Affiliate Relationships/Competitive Practices/Code of Conduct
The Settlement sets forth principles relating to the affiliate relationships, code of conduct, cost allocations, protections and restrictions applicable to the HOLDCO company and competitive subsidiaries. They are contained in Schedule I, attached to the Settlement.
Staff observes that most of the Settlement's provisions in this regard were based on standards developed in other Commission proceedings and were modified as appropriate during the negotiation process.
With respect to the code of conduct and affiliate relationships, the Attorney General believes that staff will not have the resources to supervise the operations of all the affiliates. While IPPNY/Enron and WEPCO do not oppose RG&E forming ULSEs, they contend that the code of conduct is insufficient to protect against affiliate abuses and expressed numerous concerns. Generally, they suggest restrictions that would completely separate the marketing affiliate from the parent or utility and mandate a level competitive playing field.

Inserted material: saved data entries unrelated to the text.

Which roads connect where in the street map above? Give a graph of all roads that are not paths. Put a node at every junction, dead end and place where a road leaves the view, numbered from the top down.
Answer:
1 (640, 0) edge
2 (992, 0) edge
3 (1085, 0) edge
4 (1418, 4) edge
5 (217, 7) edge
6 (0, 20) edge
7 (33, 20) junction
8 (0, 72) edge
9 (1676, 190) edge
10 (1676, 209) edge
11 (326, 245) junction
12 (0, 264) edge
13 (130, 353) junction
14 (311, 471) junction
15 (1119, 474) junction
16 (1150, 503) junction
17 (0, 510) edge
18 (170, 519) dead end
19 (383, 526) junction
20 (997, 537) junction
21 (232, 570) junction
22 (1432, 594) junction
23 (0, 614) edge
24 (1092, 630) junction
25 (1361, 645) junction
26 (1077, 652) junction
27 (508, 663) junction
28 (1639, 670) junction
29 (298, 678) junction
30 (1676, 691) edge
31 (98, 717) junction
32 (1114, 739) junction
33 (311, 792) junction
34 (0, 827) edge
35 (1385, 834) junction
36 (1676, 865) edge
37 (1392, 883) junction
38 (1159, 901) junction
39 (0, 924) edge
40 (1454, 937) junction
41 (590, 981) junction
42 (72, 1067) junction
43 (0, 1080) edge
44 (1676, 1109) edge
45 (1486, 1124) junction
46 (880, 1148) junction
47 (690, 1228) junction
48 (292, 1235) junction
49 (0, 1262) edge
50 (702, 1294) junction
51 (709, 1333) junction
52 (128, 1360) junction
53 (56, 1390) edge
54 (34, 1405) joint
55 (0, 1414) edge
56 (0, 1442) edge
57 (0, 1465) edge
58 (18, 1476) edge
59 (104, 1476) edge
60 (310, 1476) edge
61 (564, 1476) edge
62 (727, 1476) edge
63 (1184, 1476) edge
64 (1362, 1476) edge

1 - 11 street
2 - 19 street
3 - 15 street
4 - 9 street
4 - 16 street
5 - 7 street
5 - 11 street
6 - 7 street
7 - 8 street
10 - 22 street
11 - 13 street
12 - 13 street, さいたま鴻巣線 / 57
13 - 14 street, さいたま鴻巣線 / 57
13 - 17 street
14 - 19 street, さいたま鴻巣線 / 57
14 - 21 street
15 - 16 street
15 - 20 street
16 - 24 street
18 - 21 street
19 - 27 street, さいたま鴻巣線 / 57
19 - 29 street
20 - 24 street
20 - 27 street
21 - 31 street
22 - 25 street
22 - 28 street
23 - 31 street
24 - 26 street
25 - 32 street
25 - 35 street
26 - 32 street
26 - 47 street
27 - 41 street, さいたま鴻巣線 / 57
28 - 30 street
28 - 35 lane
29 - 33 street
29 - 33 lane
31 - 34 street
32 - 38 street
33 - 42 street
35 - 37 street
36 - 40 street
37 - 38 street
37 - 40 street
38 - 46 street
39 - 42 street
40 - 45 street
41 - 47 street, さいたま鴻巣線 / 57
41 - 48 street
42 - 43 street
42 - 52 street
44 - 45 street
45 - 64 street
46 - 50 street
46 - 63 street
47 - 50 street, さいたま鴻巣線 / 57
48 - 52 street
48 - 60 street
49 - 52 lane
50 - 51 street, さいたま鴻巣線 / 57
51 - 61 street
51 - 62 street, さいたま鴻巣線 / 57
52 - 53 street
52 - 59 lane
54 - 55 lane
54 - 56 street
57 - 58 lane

For example, IPPNY/ENRON and WEPCO oppose the Settlement provisions that allow RG&E to incur cost on behalf of its affiliates and allocate those costs to the appropriate subsidiaries, and to release information to competitors upon obtaining the consent of the customers.
A great concern of the opponents with respect to restructured corporate organization is the use of RG&E's name. WEPCO states that the most significant source of a utility affiliate's market power is its ability to trade on the utility's name, status, and reputation. Consequently, WEPCO proposes that RG&E's affiliates be barred from using RG&E's name, logo, and trade marks or trade on its status and reputation in any manner. To prevent RG&E from abusing its market power, WEPCO would prohibit any of RG&E's affiliates from marketing in the company's service territory for the first two years of retail access or until 20% of customers take service from other ULSEs. NEV and Entek generally agree with this approach, however, the Attorney General and CPB would require the affiliates to pay a royalty to RG&E for the use of its name if a prohibition is not adopted.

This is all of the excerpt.